L’ESSEC lance Generation Africa, un nouveau programme destiné aux managers africains

Par Marie-France Réveillard  |   |  977  mots
(Crédits : DR.)
Après l'ouverture d'un campus à Rabat en 2017, l'ESSEC Business School poursuit sa percée en Afrique et lance l'Executive Certificate Generation Africa à Abidjan, pour accompagner les managers en matière de développement des affaires. De Harvard à la LES en passant par HEC ou L'INSEAD, les plus prestigieuses universités multiplient les offres de formation en Afrique où la bataille des cadres bat son plein.

Chaque année, entre 11 et 13 milliers de jeunes diplômés africains arrivent sur le marché de l'emploi. En 2020, 60 % de sa population africaine était âgée de moins de 24 ans (soit environ 800 000 millions de personnes), selon les Nations unies. L'Afrique comptait 540 millions d'enfants de moins de 14 ans, en comptera 800 millions en 2050 et 930 millions en 2100. « L'âge médian de la population africaine est de 19 ans », a rappelé Benoît Chervalier, le banquier d'affaires qui est aussi enseignant à l'ESSEC Africa de Rabat, à l'occasion d'un point presse qui s'est tenu le 27 septembre dernier, au Cercle Interallié de Paris.

Les carences en ressources humaines de profils qualifiés, jusqu'au plus haut niveau de la pyramide managériale, se font cruellement ressentir en Afrique et attirent les principaux acteurs de la formation à l'international. Depuis quelques années, les plus prestigieuses universités proposent formations initiales ou « accélérées » aux publics africains. « L'Afrique s'est internationalisée et le monde s'africanise aujourd'hui », explique Xavier Leroy, Associé Partner d'Egon Zehnder (société internationale de conseil en gestion et de recrutement de managers), en duplex depuis Abidjan.

Depuis 2017, Harvard Business School (HBS) a ouvert un centre de recherche sur l'Afrique à Johannesburg puis un bureau à Lagos en 2019, afin de développer ses relations avec les chefs d'entreprises d'Afrique subsaharienne (l'Afrique du Nord étant couverte par le bureau MENA de HBS, basé à Istanbul).
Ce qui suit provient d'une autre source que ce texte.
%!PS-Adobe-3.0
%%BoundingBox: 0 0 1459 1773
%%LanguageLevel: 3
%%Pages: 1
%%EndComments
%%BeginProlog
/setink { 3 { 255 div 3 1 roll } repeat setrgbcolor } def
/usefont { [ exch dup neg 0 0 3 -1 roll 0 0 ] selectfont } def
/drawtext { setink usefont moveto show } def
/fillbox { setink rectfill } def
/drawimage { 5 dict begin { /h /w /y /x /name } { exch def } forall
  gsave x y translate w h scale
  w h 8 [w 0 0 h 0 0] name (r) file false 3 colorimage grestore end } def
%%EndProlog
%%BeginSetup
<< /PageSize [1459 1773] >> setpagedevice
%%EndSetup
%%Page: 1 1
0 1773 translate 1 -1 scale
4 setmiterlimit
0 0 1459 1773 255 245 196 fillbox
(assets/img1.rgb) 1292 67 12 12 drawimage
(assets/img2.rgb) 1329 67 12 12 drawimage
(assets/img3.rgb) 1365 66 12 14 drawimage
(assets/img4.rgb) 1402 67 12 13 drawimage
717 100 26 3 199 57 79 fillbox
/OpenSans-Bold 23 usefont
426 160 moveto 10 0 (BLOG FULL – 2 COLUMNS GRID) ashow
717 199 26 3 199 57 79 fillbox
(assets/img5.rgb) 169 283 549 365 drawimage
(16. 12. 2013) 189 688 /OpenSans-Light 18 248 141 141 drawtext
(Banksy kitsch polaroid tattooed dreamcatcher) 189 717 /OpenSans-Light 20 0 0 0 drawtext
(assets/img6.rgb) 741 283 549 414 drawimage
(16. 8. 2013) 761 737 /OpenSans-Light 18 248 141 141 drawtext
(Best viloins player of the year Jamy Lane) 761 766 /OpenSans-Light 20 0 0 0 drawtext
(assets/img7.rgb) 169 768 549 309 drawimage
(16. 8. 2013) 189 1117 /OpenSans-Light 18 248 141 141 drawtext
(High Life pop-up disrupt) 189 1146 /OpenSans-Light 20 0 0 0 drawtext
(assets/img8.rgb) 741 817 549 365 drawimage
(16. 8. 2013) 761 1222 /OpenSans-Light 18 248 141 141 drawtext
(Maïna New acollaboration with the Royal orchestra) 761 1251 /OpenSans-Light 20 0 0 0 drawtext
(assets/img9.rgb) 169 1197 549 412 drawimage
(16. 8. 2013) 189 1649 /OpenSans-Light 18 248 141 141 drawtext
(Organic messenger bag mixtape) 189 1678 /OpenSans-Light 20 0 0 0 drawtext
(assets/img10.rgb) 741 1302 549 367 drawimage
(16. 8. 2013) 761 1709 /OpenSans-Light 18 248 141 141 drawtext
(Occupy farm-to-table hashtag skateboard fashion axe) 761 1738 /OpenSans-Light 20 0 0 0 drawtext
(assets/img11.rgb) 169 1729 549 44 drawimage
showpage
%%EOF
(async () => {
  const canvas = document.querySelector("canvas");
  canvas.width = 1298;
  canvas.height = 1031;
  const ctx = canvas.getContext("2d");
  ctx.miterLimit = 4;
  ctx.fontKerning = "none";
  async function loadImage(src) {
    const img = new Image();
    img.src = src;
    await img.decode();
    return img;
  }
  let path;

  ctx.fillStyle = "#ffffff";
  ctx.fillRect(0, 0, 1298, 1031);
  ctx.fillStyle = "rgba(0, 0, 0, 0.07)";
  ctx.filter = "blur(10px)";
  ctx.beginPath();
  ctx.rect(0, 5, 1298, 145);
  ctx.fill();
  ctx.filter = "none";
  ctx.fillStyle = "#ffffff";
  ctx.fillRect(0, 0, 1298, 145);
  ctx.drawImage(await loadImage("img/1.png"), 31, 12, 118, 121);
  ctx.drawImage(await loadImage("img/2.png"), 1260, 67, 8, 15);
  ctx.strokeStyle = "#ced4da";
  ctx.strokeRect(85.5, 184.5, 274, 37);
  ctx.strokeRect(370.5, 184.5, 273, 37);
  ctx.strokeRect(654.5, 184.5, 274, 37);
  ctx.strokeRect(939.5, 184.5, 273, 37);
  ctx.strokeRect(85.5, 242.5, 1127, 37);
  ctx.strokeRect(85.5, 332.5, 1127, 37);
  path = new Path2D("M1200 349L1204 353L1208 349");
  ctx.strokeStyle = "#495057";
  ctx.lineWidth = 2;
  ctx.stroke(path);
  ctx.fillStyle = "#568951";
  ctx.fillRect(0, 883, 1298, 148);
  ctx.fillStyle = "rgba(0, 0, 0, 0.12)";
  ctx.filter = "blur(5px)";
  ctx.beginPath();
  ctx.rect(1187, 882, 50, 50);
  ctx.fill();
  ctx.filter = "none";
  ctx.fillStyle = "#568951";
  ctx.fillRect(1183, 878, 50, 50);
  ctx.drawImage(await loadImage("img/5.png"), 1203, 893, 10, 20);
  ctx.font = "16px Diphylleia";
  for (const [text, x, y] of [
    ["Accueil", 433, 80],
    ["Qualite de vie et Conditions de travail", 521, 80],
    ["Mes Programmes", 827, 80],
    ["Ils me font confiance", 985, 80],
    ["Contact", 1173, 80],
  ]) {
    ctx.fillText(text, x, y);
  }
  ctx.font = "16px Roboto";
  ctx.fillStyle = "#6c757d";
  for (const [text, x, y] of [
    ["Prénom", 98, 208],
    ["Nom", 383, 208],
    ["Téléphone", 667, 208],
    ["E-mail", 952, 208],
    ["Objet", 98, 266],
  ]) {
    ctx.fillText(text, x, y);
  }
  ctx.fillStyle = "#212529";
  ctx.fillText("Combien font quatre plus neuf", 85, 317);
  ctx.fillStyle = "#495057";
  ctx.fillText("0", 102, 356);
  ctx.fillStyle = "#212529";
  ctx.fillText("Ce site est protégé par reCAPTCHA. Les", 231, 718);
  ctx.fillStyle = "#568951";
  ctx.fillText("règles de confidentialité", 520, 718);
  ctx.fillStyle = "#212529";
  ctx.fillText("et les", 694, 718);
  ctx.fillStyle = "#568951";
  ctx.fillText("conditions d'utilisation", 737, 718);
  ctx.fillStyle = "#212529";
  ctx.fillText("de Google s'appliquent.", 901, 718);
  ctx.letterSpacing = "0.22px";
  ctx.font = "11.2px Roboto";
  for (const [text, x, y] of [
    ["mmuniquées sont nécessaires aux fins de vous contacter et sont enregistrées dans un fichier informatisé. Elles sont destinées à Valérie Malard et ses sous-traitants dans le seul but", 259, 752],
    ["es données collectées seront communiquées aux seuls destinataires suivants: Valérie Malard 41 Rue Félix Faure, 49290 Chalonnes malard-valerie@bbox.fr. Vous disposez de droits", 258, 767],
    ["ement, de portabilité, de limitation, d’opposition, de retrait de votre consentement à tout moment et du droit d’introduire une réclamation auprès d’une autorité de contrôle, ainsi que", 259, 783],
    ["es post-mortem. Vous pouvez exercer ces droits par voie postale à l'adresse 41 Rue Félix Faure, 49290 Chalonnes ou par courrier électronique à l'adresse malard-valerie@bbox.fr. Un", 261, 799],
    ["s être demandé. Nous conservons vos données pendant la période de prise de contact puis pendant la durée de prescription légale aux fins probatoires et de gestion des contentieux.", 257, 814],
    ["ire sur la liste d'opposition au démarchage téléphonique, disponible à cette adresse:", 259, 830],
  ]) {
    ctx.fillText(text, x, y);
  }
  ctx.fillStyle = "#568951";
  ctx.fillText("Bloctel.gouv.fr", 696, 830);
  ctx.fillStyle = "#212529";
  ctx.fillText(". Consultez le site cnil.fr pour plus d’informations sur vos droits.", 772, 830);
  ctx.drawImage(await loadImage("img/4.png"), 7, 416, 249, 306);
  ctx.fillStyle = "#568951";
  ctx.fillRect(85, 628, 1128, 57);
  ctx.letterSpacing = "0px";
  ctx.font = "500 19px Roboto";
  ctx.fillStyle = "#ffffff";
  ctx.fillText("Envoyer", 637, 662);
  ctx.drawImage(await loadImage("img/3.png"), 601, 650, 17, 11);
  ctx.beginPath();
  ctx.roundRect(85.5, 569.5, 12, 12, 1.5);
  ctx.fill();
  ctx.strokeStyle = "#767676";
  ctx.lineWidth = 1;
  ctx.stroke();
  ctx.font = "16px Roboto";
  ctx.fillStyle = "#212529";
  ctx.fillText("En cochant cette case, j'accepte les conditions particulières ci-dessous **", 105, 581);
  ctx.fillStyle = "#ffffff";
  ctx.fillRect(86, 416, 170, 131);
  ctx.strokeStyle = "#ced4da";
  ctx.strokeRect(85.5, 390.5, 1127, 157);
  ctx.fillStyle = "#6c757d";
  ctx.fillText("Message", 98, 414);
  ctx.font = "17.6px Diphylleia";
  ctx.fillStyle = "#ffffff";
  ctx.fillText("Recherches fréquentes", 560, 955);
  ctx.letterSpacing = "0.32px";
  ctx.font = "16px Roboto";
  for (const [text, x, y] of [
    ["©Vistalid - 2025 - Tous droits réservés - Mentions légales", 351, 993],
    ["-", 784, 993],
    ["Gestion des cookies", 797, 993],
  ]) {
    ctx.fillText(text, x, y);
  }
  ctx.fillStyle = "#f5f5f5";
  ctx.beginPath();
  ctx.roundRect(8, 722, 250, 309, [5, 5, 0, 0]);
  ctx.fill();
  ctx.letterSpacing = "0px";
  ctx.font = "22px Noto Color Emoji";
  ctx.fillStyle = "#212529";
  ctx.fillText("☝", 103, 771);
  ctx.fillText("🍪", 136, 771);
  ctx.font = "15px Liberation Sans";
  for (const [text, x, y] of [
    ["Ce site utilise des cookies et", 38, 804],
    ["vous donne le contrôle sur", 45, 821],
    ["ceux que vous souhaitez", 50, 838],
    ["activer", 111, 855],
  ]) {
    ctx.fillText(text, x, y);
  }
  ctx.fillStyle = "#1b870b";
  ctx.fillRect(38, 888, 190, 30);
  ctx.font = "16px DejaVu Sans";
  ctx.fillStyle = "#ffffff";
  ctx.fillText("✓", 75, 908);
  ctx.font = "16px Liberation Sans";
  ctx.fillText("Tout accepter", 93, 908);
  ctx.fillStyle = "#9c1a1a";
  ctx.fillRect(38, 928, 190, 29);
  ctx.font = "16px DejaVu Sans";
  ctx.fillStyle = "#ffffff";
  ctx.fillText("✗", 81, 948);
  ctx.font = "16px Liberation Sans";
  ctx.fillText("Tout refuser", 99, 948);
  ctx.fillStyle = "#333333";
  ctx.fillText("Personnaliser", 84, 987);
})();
La London School of Economics (LSE), Wharton, tout comme l'Institut européen d'administration des affaires (INSEAD) ou HEC proposent désormais aux étudiants africains de suivre leur MBA, véritable sésame des décideurs à l'international.

Generation Africa : du « sur-mesure » pour les managers

En douze jours répartis sur trois mois entre Paris et Abidjan, l'ESSEC lancera à partir de la fin du mois de novembre 2022, un programme à 50 % dématérialisé, destiné aux cadres africains disposant de dix ans d'expérience au minimum. Le coût de la formation sera pris en charge par l'employeur (ETI, PME, multinationale ou institution).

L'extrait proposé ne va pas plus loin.